As I look at U.S. history, from the very beginning there were two different Americas at political war with each other.
One was/is the America of naked individualism and unadulterated appetite to the exclusion of compassion for others or recognition of the importance of community interests. That's the America of racism, genocide, ethnic and religious bigotry, exploitation, greed, imperialist expansion, jingoism, anti-intellectualism, and homage and obeisance the aristocracy of wealth. The America of the Puritans, feudal slave-owning plantation aristocrats, Indian exterminators, "Know-Nothings and Mugwumps, KKK, America-Firsters, White Citizens Council and the modern Tea Party.
The other America was/is the America of individualism balanced by a sense of the fundamental importance of community-interests.

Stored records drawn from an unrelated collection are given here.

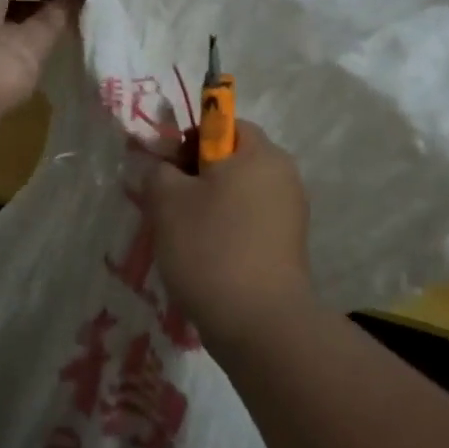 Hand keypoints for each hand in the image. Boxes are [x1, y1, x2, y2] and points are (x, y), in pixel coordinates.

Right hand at [137, 120, 313, 351]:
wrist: (259, 323)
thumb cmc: (211, 247)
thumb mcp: (167, 200)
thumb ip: (158, 170)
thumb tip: (164, 168)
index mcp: (260, 153)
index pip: (222, 123)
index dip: (188, 140)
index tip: (165, 170)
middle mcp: (283, 175)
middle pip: (231, 159)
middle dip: (195, 175)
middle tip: (166, 204)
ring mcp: (290, 213)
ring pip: (238, 193)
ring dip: (208, 205)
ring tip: (182, 235)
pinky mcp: (288, 247)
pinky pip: (249, 223)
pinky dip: (226, 231)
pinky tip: (205, 257)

It's the America of liberty, equality, justice, freedom of thought and religion, equal opportunity, and social contracts and compacts that balancing individual rights against collective needs. The progressive America of the Enlightenment, "We hold these truths..." Abolitionists, "Government of the people..." Suffragettes, Wobblies, "Give me your tired, your poor, your huddled masses..." the CIO, the Freedom Movement of the 1960s, and so on down the decades.

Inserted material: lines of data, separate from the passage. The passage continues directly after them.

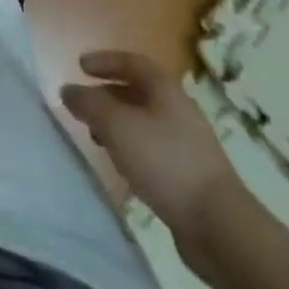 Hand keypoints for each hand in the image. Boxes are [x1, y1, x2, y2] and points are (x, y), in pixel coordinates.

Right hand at [61, 50, 241, 243]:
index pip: (132, 62)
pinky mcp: (190, 176)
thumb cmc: (165, 162)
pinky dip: (132, 149)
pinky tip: (123, 166)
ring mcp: (188, 144)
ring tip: (97, 137)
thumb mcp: (117, 126)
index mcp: (165, 89)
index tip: (80, 65)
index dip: (105, 61)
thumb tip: (67, 89)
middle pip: (138, 92)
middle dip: (108, 95)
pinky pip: (153, 150)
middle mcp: (178, 110)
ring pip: (145, 123)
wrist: (220, 227)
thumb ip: (89, 104)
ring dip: (119, 124)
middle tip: (84, 105)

Ever have those two Americas been at war with each other. As a broad generalization, in electoral terms each of those two Americas has about a third of the voting population (more or less in different eras and more or less in different geographic regions). The remaining third swing back and forth on given issues and candidates and back and forth on whether to bother to vote at all. I don't see much hope of making significant changes among that third who adhere to a vision of America that we so strongly oppose (nor are they likely to change us). So for me, the focus of political work has to be on educating, organizing, and mobilizing the progressive America and influencing that middle, uncommitted third who swing back and forth.